**Instructions to follow**
Take every line from the records below that includes the word "Victor".

**Entries supplied**
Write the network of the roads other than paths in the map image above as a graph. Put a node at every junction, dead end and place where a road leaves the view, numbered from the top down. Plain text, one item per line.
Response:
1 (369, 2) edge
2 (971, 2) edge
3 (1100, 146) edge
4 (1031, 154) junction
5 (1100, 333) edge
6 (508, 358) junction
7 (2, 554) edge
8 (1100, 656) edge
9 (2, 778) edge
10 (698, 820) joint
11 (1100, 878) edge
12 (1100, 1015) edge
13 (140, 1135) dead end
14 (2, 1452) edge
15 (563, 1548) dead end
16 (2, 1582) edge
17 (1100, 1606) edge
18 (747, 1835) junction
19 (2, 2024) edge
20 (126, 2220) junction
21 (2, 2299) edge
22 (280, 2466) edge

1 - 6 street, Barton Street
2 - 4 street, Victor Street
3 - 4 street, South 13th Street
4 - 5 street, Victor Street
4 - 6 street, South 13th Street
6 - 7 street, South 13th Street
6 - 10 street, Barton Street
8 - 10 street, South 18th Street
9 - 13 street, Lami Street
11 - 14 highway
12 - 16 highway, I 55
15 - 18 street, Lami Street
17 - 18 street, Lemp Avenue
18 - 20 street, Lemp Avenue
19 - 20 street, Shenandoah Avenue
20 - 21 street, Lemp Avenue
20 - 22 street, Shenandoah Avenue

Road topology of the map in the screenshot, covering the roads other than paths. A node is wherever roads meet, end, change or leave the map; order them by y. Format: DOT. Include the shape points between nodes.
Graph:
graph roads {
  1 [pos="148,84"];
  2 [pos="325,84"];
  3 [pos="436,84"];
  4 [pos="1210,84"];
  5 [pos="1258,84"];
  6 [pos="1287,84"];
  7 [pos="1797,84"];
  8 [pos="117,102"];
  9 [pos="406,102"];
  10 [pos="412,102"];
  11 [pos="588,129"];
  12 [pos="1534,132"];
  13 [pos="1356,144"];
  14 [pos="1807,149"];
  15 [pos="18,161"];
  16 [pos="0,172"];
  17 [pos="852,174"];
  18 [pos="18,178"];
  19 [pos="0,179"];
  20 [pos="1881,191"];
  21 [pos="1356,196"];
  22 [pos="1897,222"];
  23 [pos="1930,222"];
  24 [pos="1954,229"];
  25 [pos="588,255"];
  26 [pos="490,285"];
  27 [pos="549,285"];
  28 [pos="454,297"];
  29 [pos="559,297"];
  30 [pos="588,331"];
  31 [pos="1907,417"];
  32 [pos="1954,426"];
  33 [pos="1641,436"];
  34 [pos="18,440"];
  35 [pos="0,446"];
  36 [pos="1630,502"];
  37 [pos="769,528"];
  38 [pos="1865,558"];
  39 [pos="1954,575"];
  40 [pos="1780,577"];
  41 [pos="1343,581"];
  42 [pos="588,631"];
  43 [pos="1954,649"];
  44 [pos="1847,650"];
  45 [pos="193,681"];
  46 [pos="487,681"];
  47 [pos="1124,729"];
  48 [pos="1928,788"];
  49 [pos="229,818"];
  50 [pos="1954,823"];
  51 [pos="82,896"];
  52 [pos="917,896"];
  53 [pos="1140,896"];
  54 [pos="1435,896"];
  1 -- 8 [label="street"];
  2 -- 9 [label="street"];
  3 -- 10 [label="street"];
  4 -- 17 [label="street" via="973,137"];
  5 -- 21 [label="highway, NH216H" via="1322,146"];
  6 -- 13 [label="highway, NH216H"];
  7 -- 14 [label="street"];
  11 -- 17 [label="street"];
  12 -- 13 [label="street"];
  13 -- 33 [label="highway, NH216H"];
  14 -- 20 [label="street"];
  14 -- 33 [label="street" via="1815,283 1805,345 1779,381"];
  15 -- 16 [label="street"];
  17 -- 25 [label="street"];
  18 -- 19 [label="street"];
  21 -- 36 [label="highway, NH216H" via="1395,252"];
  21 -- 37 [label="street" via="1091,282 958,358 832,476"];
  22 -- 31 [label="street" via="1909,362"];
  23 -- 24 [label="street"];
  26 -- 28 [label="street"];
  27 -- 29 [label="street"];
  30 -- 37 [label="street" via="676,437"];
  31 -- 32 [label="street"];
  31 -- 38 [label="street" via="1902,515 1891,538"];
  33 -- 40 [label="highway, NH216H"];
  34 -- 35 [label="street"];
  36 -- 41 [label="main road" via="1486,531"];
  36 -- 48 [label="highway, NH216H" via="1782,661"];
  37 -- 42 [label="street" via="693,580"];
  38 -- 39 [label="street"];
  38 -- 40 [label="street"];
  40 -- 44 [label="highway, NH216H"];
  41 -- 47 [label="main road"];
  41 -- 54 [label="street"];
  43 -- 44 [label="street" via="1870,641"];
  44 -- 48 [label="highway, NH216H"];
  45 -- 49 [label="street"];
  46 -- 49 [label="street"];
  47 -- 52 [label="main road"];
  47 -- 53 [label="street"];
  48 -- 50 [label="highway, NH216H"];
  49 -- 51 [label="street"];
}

**Your response**
2 - 4 street, Victor Street
4 - 5 street, Victor Street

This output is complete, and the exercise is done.